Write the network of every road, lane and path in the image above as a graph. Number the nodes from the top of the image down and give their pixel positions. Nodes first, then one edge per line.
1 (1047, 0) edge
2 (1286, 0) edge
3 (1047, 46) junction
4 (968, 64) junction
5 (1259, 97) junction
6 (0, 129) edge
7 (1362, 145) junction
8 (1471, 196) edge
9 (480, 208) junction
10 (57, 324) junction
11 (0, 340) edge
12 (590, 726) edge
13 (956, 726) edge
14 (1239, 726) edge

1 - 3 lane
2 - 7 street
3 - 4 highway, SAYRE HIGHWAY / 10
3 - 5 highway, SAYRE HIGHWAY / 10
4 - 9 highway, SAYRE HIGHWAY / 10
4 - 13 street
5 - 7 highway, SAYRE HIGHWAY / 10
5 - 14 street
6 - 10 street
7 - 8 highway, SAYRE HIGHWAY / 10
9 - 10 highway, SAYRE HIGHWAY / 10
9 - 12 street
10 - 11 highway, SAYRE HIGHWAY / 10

--*--

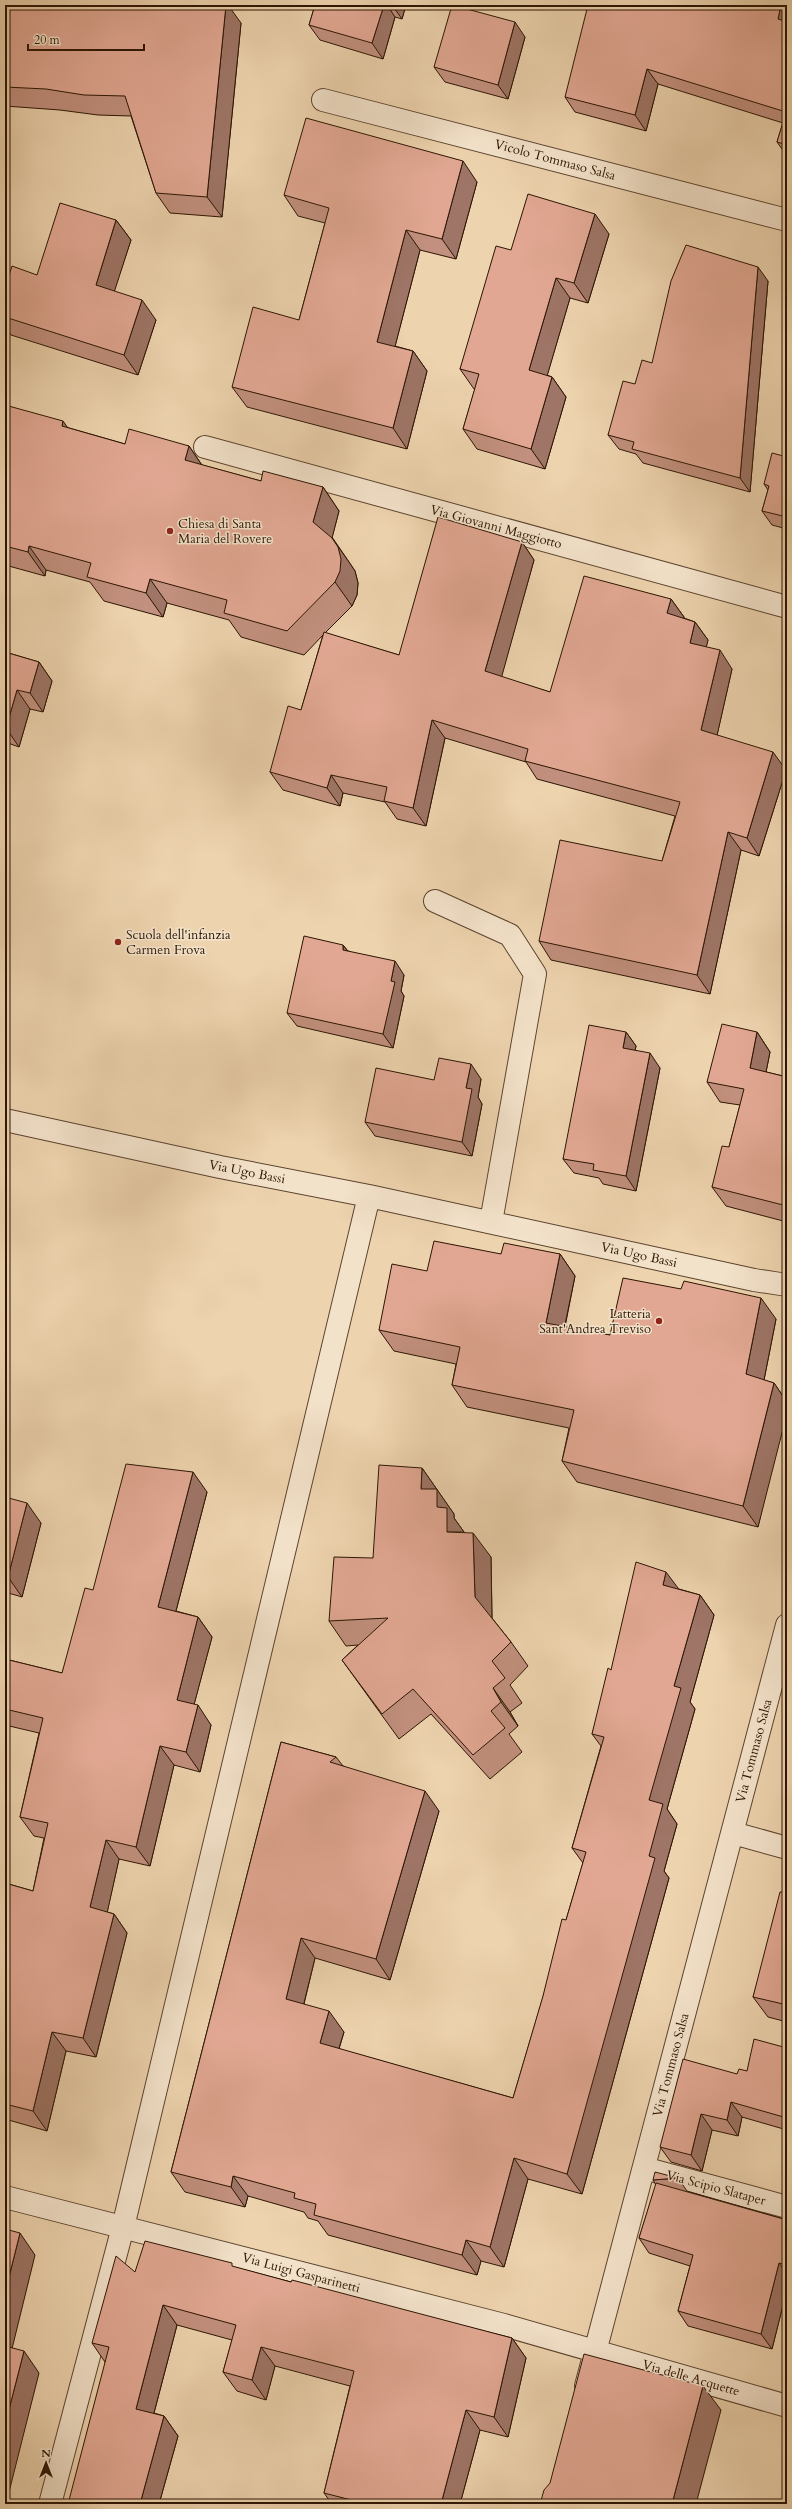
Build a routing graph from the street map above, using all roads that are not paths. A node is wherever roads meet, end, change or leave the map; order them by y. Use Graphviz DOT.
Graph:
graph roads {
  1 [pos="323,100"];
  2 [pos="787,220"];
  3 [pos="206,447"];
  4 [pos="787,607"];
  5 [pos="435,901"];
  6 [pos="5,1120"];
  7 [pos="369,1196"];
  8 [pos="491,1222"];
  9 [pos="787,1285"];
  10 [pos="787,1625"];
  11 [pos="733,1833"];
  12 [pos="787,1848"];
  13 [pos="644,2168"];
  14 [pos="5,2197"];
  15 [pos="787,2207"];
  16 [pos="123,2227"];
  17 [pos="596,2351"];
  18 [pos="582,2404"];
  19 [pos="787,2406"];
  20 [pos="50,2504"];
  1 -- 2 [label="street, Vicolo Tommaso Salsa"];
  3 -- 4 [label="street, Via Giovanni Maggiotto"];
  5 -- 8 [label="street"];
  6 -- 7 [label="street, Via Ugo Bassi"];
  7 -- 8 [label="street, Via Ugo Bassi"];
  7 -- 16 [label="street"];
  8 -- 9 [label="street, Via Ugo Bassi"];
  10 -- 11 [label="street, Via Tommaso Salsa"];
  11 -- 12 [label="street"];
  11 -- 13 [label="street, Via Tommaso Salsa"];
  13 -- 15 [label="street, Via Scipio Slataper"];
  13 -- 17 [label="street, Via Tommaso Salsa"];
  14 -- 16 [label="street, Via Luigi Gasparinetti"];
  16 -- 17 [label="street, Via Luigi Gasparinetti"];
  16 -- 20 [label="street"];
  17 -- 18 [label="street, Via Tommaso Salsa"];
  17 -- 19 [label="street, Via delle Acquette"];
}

--*--

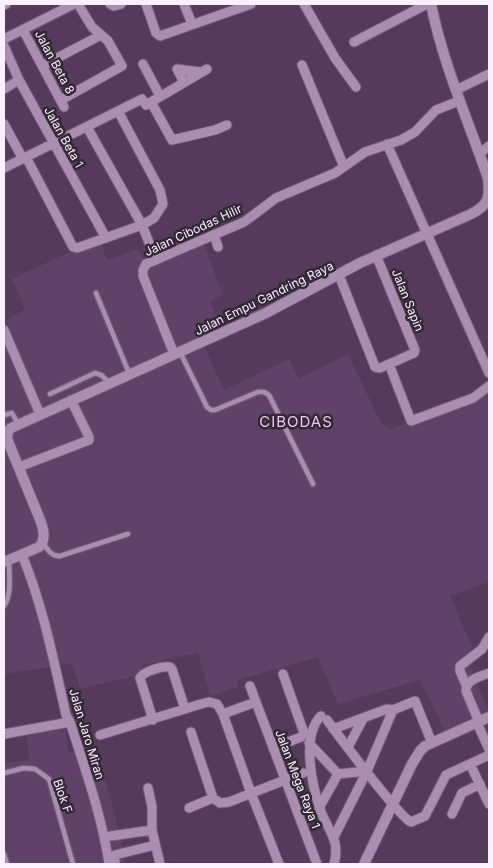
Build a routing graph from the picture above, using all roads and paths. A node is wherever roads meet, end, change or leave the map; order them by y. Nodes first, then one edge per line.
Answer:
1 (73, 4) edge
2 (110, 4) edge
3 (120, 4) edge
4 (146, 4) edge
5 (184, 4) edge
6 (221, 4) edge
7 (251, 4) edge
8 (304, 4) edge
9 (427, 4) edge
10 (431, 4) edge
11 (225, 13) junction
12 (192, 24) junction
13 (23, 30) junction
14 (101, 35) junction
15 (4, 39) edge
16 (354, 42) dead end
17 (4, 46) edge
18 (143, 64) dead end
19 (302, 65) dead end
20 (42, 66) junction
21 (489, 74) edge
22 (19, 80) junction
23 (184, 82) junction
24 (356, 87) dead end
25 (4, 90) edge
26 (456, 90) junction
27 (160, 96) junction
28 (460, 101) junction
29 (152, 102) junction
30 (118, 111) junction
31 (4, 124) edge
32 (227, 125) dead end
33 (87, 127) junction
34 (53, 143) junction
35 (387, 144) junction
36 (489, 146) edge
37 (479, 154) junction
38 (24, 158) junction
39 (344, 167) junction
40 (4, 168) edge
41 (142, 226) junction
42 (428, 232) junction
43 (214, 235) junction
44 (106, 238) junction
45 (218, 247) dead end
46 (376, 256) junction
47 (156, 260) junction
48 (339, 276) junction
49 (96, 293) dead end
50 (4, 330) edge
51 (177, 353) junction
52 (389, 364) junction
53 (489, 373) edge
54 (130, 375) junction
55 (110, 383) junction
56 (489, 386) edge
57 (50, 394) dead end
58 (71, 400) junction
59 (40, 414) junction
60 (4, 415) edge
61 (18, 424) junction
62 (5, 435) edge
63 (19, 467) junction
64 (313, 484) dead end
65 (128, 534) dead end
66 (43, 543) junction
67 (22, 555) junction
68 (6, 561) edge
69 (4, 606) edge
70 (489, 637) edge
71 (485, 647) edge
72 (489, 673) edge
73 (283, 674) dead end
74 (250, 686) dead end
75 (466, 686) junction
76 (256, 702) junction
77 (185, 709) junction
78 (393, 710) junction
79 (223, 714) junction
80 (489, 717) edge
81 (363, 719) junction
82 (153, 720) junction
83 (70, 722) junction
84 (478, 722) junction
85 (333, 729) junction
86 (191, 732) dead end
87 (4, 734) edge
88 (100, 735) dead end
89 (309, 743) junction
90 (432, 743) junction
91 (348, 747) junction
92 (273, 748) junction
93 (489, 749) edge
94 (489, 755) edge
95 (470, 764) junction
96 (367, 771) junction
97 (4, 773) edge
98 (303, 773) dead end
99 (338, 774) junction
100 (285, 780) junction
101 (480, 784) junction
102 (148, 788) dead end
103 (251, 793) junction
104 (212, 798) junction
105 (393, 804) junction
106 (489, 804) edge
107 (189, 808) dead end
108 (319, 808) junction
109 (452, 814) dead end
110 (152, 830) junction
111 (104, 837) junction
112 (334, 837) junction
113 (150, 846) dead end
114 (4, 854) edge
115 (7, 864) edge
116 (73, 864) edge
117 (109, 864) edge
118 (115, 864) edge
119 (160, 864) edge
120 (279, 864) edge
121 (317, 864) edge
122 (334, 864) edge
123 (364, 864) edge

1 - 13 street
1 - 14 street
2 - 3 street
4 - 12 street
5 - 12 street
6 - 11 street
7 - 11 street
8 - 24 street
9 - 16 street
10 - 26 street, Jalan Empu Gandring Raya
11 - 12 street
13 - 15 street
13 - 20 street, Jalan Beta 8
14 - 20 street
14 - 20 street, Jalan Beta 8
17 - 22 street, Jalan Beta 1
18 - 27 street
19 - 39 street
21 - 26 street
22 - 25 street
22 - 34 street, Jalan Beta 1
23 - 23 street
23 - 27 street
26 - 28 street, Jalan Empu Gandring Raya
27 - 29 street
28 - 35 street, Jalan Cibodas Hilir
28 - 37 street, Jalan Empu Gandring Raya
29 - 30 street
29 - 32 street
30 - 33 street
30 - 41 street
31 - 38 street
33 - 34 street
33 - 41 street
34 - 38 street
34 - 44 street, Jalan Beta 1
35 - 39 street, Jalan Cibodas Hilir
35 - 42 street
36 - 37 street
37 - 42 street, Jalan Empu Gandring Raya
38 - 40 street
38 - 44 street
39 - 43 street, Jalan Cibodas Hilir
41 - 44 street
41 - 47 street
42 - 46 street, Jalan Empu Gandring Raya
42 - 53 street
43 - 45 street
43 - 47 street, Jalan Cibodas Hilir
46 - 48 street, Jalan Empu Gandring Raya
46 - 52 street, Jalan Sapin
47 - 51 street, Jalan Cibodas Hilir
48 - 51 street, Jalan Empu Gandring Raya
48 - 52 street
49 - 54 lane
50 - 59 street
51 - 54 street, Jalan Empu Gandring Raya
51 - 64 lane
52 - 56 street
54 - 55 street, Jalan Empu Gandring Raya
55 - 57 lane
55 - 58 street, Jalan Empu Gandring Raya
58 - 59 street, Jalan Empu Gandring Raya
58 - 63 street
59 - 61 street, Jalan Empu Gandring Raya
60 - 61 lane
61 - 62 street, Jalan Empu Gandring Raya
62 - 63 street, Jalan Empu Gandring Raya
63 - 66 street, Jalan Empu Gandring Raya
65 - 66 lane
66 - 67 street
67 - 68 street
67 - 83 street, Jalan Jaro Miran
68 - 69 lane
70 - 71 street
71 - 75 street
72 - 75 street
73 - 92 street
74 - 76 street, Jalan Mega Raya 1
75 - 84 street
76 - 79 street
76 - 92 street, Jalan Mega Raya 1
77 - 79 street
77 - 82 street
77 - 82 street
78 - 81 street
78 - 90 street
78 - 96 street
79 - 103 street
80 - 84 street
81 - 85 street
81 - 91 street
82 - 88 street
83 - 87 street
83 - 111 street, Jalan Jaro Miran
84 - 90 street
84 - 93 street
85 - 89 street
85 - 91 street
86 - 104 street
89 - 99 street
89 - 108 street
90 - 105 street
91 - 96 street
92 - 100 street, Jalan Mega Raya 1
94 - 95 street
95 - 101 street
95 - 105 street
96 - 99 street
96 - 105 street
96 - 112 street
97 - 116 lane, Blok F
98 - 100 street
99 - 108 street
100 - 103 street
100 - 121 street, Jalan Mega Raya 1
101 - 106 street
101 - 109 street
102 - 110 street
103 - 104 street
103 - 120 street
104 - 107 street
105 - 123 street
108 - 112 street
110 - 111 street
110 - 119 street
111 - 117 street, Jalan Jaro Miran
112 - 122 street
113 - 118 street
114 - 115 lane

--*--

▸ Work to complete
Go through the listing above and pull out each line containing the word "using".

▸ Task answer
Build a routing graph from the street map above, using all roads that are not paths. A node is wherever roads meet, end, change or leave the map; order them by y. Use Graphviz DOT.
Build a routing graph from the picture above, using all roads and paths. A node is wherever roads meet, end, change or leave the map; order them by y. Nodes first, then one edge per line.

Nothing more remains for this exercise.